Probe sought into LNG price hike under Petronet’s RasGas contract

Stating that the additional expenditure of Rs2.5 lakh crore involved in the hike was more than the figure floating in the case of the second generation (2G) scam Mukesh B Gadhvi, an MP from Gujarat, said this happened when the petroleum secretary was the chairman of Petronet and the chairman/directors of four leading oil PSUs were members of the company board

New Delhi: A probe has been sought into changes in the contract for import of liquefied natural gas (LNG) from Qatar by a firm headed by the oil secretary, which resulted in gas prices jumping four-fold and entailing an additional outgo of $55.5 billion (Rs2.5 lakh crore) for users, reports PTI.

Member of Parliament from Gujarat Mukesh B Gadhvi has written to prime minister Manmohan Singh seeking a probe into how Petronet LNG (PLL) agreed to a $12.66 per million metric British thermal units (mmBtu) price for 7.5 million tonnes of LNG imported from RasGas of Qatar, instead of the previously agreed $3.04 per mmBtu.

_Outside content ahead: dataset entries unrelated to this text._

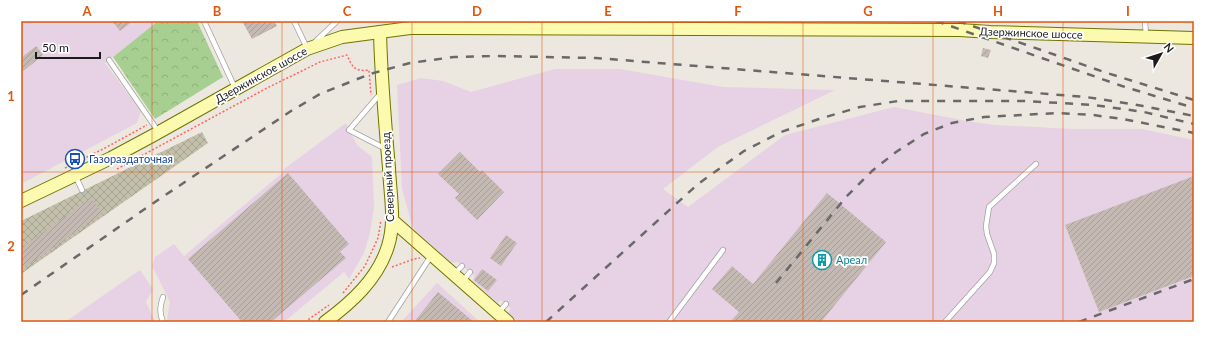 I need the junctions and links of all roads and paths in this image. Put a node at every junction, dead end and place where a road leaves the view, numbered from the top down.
1 (204, 21) edge
2 (294, 21) edge
3 (337, 21) edge
4 (1146, 21) edge
5 (588, 25) edge
6 (380, 32) junction
7 (1146, 38) junction
8 (1194, 38) edge
9 (307, 49) junction
10 (109, 60) dead end
11 (235, 89) junction
12 (383, 91) junction
13 (372, 103) junction
14 (156, 127) junction
15 (105, 148) dead end
16 (387, 150) junction
17 (1036, 164) dead end
18 (117, 169) dead end
19 (75, 175) junction
20 (82, 190) dead end
21 (21, 201) edge
22 (387, 218) junction
23 (723, 250) dead end
24 (431, 256) junction
25 (392, 267) dead end
26 (342, 294) dead end
27 (163, 297) dead end
28 (331, 304) dead end
29 (506, 304) dead end
30 (498, 313) junction
31 (163, 322) edge
32 (305, 322) edge
33 (325, 322) edge
34 (388, 322) edge
35 (508, 322) edge
36 (669, 322) edge
37 (945, 322) edge

1 - 11 lane
2 - 9 lane
3 - 9 lane
4 - 7 lane
5 - 6 main road, Дзержинское шоссе
5 - 7 main road, Дзержинское шоссе
6 - 9 main road, Дзержинское шоссе
6 - 12 main road, Северный проезд
7 - 8 main road, Дзержинское шоссе
9 - 11 main road, Дзержинское шоссе
10 - 14 lane
11 - 14 main road, Дзержинское шоссе
12 - 13 lane
12 - 16 main road, Северный проезд
13 - 16 lane
13 - 18 path
14 - 15 path
14 - 19 main road, Дзержинское шоссе
16 - 22 main road, Северный проезд
17 - 37 lane
19 - 20 lane
19 - 21 main road, Дзержинское шоссе
22 - 24 main road
22 - 26 path
22 - 33 main road, Северный проезд
23 - 36 lane
24 - 25 path
24 - 30 main road
24 - 34 lane
27 - 31 lane
28 - 32 path
29 - 30 lane
30 - 35 main road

Stating that the additional expenditure of Rs2.5 lakh crore involved in the hike was more than the figure floating in the case of the second generation (2G) scam, Mr Gadhvi said this happened when the petroleum secretary was the chairman of PLL and the chairman/directors of four leading oil PSUs were members of the company board.

“Instead of protecting the country’s interests, these authorities have played role in benefiting RasGas,” he added.

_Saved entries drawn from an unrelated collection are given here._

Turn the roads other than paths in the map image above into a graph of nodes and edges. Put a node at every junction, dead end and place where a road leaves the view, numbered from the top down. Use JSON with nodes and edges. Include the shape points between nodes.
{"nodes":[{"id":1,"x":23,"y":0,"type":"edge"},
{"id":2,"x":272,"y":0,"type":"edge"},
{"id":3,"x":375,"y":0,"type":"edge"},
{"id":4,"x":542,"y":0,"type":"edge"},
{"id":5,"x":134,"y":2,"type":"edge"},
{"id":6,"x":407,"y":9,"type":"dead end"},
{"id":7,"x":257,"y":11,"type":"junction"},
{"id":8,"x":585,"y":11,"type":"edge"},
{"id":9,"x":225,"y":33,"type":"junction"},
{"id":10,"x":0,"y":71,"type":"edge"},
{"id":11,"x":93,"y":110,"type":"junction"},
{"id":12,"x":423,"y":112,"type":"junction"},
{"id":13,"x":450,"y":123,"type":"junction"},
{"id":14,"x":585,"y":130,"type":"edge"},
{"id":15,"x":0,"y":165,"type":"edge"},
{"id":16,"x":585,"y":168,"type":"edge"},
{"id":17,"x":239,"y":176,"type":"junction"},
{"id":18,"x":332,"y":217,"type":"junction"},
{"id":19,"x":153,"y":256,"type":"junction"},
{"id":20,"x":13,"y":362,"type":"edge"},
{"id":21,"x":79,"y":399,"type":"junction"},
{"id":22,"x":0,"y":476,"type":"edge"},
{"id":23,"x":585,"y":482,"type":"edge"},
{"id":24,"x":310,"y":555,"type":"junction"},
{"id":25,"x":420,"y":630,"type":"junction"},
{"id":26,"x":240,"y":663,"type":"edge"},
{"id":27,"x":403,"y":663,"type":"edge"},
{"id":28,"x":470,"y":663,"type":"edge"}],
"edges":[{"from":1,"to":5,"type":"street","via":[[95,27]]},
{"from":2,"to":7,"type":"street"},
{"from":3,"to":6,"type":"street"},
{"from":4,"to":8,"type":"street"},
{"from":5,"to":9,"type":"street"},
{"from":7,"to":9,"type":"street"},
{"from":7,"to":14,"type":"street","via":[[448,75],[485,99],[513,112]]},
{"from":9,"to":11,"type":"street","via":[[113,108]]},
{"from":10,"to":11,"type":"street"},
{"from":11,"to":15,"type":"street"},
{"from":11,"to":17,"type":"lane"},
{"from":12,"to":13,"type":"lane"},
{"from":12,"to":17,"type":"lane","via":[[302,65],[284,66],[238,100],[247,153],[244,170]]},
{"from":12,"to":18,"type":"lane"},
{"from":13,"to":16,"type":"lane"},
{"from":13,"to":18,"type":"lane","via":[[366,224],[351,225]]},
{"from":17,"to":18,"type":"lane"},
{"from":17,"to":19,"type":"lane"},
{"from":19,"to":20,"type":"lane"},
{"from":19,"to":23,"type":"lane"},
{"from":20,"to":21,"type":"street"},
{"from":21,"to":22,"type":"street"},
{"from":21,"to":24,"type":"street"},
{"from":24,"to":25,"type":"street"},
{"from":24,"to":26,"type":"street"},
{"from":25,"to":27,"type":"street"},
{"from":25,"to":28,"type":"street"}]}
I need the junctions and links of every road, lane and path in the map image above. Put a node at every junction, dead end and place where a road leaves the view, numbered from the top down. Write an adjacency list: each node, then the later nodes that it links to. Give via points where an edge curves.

In 1999, in response to a tender, RasGas had offered to sell LNG to PLL at $2.53 per mmBtu at a crude oil price of $20 per barrel.

The LNG price was to rise or fall by 2 cents per mmBtu in tandem with every dollar movement in oil price. At a $100 a barrel oil rate, the LNG price was to be $4.13 per mmBtu.

But strangely, an unsolicited offer from RasGas pricing LNG in a band of $16-$24 per barrel oil price ($2.01 per mmBtu to $3.04 per mmBtu gas price) was accepted by PLL.

Further, in 2003, Petronet renegotiated the price and agreed to having a fixed price at $20 per barrel of oil ($2.53 per mmBtu) for five years from 2004-2009 and indexation with actual crude prices thereafter, he wrote.

This led to the price going up by $1 per year for five years from 2009, and from January, 2014, it would be $12.66 per mmBtu at an oil price of $100 per barrel.

Had Petronet not changed the contract, the price of LNG from Qatar would have been $3.04 per mmBtu for 25 years.

But now, users will have to pay $12.66 per mmBtu for 15 years, beginning 2014. The extra amount to be paid will be $3.7 billion a year and $55.5 billion (about Rs2.5 lakh crore) over 15 years.

Mr Gadhvi, a Member of the Parliamentary Standing Committee on Petroleum and Natural Gas, had previously demanded that joint ventures run by public sector firms like Petronet should be brought under the audit purview of the CAG.

“The public is entitled to expect a very high standard from the government,” he wrote, seeking an enquiry, possibly by the CBI, into the whole issue.